The Internet of Compromised Things

An anonymous reader writes: Jeff Atwood has a post about a security threat that's becoming more prevalent every day: spreading malware through a compromised router. "Router malware is the ultimate man-in-the-middle attack. For all meaningful traffic sent through a compromised router that isn't HTTPS encrypted, it is 100% game over." He links to a thorough technical analysis of how even HTTPS encrypted traffic can be subverted. Atwood provides a list of suggestions for keeping your router safe that probably won't be any surprise to people reading this site, and he further recommends only browsing on an unknown router if encryption is available. What I'm curious about are the long-term implications — is there a way forward to re-establish trust in our router infrastructure? What can the open source community do to speed this along?

Re:Don't routers already run BSD?

[TWX]

Mine runs Linux, compiled for MIPS. It's actually going to be replaced soon anyway so I haven't bothered to do much with it.

Either way, the average person is only going to use the web interface or the software that the manufacturer provided that runs on the computer, if any. They won't be in position to fix anything that's broken if the manufacturer does not provide either an automatic means or a simple means to do so.

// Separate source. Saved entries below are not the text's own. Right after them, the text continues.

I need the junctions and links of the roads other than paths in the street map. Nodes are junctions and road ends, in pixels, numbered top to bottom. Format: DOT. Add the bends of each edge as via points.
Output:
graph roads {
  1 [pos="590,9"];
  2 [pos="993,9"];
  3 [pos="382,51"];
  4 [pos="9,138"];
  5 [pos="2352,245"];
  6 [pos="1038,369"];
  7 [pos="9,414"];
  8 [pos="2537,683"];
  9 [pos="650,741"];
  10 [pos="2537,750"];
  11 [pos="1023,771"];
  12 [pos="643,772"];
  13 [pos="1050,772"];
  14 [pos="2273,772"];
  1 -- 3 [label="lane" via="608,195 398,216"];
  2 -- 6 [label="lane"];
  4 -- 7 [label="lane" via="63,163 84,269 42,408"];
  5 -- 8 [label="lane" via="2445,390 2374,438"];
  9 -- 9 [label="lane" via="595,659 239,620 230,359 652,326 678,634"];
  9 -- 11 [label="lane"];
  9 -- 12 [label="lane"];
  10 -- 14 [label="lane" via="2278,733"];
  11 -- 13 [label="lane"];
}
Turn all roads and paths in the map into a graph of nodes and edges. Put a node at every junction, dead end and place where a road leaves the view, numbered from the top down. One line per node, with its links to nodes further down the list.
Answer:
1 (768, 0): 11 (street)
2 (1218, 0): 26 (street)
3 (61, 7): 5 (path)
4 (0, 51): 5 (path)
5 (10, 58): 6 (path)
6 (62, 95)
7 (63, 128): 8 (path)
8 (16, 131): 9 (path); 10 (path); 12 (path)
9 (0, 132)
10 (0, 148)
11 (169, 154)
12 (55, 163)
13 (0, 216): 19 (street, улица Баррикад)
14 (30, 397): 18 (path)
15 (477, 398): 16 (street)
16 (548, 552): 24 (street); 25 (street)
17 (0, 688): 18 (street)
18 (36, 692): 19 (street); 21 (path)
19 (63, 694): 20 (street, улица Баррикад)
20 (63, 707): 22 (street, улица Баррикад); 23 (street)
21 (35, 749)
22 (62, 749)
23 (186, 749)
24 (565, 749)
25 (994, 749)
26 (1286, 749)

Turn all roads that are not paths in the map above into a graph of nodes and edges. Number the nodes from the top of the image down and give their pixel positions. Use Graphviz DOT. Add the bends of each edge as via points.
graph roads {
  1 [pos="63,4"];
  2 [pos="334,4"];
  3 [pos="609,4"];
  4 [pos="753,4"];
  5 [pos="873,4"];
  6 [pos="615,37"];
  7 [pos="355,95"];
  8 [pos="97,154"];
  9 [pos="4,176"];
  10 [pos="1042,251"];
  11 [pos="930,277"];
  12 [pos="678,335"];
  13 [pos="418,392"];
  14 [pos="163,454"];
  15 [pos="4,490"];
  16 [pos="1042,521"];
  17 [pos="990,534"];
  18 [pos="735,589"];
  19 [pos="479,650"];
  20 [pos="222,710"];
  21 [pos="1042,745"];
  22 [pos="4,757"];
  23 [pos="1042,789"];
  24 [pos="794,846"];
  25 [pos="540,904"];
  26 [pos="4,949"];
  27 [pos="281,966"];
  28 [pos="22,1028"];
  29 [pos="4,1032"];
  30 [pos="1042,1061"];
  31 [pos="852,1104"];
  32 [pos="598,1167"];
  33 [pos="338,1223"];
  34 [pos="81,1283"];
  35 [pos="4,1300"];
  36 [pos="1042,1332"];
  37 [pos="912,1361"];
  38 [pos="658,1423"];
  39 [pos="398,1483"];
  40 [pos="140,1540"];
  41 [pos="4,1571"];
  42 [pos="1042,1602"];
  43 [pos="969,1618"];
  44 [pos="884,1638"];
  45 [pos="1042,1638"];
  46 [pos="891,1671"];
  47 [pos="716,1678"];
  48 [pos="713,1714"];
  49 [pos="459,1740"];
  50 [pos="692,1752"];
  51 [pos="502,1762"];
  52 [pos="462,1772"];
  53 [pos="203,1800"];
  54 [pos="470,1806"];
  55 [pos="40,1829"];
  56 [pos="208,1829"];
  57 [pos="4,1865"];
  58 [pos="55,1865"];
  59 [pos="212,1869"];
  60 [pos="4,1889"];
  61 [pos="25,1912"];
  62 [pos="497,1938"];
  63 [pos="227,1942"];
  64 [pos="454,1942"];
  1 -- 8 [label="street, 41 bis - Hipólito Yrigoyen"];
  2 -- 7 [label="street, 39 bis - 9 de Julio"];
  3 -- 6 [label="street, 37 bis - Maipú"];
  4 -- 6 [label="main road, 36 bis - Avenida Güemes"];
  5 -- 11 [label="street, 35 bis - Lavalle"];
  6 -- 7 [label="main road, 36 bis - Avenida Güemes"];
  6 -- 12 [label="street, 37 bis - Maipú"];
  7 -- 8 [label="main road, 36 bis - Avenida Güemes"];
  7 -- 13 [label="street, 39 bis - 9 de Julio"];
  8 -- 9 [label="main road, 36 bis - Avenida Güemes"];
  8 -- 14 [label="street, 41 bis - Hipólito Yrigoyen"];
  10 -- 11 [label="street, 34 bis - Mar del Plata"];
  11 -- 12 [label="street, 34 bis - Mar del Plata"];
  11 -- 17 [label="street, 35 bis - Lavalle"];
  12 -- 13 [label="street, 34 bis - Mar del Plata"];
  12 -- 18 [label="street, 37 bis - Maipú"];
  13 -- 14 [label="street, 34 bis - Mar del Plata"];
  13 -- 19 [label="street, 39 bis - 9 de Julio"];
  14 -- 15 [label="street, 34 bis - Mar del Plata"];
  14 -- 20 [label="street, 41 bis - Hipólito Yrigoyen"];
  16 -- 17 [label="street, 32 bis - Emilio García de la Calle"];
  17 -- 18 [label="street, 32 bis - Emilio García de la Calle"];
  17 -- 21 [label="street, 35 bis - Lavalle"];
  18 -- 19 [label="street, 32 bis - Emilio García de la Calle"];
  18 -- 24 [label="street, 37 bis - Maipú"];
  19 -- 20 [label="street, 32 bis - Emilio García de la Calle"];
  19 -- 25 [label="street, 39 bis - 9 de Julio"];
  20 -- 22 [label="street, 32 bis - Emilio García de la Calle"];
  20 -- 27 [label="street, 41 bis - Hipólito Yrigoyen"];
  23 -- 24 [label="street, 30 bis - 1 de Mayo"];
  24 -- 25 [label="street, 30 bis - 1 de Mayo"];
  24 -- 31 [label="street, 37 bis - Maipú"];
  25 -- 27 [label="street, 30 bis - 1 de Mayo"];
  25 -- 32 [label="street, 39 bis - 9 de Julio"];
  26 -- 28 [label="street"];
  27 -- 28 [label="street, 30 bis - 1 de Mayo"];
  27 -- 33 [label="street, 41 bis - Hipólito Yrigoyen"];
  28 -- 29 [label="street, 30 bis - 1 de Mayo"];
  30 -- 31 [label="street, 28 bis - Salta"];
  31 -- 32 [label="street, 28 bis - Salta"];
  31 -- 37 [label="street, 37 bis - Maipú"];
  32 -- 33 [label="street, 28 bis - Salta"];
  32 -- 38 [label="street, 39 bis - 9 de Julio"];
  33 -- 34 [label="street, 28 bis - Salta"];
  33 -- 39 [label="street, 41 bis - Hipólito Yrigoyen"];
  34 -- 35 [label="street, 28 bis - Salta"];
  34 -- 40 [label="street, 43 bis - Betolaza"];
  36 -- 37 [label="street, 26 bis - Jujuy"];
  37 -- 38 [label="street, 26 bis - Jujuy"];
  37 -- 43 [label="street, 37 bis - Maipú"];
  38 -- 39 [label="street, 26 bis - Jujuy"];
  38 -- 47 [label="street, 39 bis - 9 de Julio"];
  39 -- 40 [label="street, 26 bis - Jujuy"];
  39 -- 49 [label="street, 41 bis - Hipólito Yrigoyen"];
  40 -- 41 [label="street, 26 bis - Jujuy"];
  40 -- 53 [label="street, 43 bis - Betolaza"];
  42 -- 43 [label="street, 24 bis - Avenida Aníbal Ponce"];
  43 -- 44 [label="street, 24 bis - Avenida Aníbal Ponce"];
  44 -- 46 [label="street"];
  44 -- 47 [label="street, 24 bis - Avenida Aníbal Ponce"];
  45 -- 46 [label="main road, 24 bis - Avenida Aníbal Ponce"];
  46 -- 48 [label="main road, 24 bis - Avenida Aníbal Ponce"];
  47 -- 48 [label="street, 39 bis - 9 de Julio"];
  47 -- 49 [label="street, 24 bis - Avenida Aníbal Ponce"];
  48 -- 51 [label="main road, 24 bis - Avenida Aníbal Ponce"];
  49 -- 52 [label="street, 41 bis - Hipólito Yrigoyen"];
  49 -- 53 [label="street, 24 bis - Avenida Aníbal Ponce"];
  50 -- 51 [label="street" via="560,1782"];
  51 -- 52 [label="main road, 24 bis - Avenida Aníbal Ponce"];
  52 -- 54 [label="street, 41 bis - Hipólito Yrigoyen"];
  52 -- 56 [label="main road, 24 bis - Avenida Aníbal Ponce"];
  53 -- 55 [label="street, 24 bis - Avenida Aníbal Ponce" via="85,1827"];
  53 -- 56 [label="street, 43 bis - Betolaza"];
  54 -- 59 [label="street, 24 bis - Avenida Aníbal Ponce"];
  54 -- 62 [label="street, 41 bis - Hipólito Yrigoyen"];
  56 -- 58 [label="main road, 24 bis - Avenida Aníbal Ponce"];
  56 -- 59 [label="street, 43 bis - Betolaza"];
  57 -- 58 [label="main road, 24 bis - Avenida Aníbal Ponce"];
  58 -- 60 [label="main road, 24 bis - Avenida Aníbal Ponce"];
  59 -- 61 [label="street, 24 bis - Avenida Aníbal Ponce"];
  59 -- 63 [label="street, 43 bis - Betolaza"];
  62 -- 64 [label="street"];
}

I think it'll eventually come down to a regulatory issue. Tech companies and those companies that use consumer-facing electronics (like car companies and their infotainment and body-control computers) have proven that they're not interested in maintaining their arguably defective products. Don't mince words, bugs are defects. Companies need to be taken to task over both this and over the increasingly rapid discontinuation of support (like factory-shipped apps on cell phones that stop working and can't be updated because new versions require OS updates that aren't provided) such that companies end up with mandatory windows of support until the last product ships, where all bugs and changes in communications protocols and services are maintained, such that devices that consumers have paid good money for actually last as long as their pricetags indicate that they should. For smartphones I think that window should be five years. For things line broadband routers, it should be at least five years, and I'd argue that it's not unreasonable to demand closer to a decade. For cars, where the average age of cars on the road is now something like twelve or thirteen years, it should be at least a decade for basic feature maintenance and probably another ten years for critical bugs that compromise the security of the vehicle's systems, like these easily unlocked cars we're hearing about.

Yeah, it sucks to have to maintain old code, but I'm very tired of having to pay for defective products whose features begin to stop working when the companies that wrote those features decide to change directions.